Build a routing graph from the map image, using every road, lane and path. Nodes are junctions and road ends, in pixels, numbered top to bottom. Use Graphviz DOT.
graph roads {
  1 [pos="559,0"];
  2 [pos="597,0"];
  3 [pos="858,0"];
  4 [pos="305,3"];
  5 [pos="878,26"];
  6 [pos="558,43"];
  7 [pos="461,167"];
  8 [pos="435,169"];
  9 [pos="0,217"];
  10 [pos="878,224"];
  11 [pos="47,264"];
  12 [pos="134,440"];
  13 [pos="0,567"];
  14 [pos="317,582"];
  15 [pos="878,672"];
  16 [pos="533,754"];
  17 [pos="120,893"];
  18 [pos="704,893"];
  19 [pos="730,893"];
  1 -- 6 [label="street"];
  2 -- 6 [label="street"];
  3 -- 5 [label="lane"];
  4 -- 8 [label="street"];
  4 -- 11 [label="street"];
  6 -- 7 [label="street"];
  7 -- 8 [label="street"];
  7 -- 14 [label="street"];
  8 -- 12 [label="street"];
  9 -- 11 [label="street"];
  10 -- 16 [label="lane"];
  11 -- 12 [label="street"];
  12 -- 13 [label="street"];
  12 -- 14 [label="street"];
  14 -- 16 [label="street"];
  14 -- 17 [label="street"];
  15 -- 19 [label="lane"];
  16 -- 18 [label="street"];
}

Work instructions | The response has to match the data exactly, line for line.

Reply |
Build a routing graph from the map image, using every road, lane and path. Nodes are junctions and road ends, in pixels, numbered top to bottom. Use Graphviz DOT.
graph roads {
  1 [pos="559,0"];
  2 [pos="597,0"];
  3 [pos="858,0"];
  4 [pos="305,3"];
  5 [pos="878,26"];
  6 [pos="558,43"];
  7 [pos="461,167"];
  8 [pos="435,169"];
  9 [pos="0,217"];
  10 [pos="878,224"];
  11 [pos="47,264"];
  12 [pos="134,440"];
  13 [pos="0,567"];
  14 [pos="317,582"];
  15 [pos="878,672"];
  16 [pos="533,754"];
  17 [pos="120,893"];
  18 [pos="704,893"];
  19 [pos="730,893"];
  1 -- 6 [label="street"];
  2 -- 6 [label="street"];
  3 -- 5 [label="lane"];
  4 -- 8 [label="street"];
  4 -- 11 [label="street"];
  6 -- 7 [label="street"];
  7 -- 8 [label="street"];
  7 -- 14 [label="street"];
  8 -- 12 [label="street"];
  9 -- 11 [label="street"];
  10 -- 16 [label="lane"];
  11 -- 12 [label="street"];
  12 -- 13 [label="street"];
  12 -- 14 [label="street"];
  14 -- 16 [label="street"];
  14 -- 17 [label="street"];
  15 -- 19 [label="lane"];
  16 -- 18 [label="street"];
}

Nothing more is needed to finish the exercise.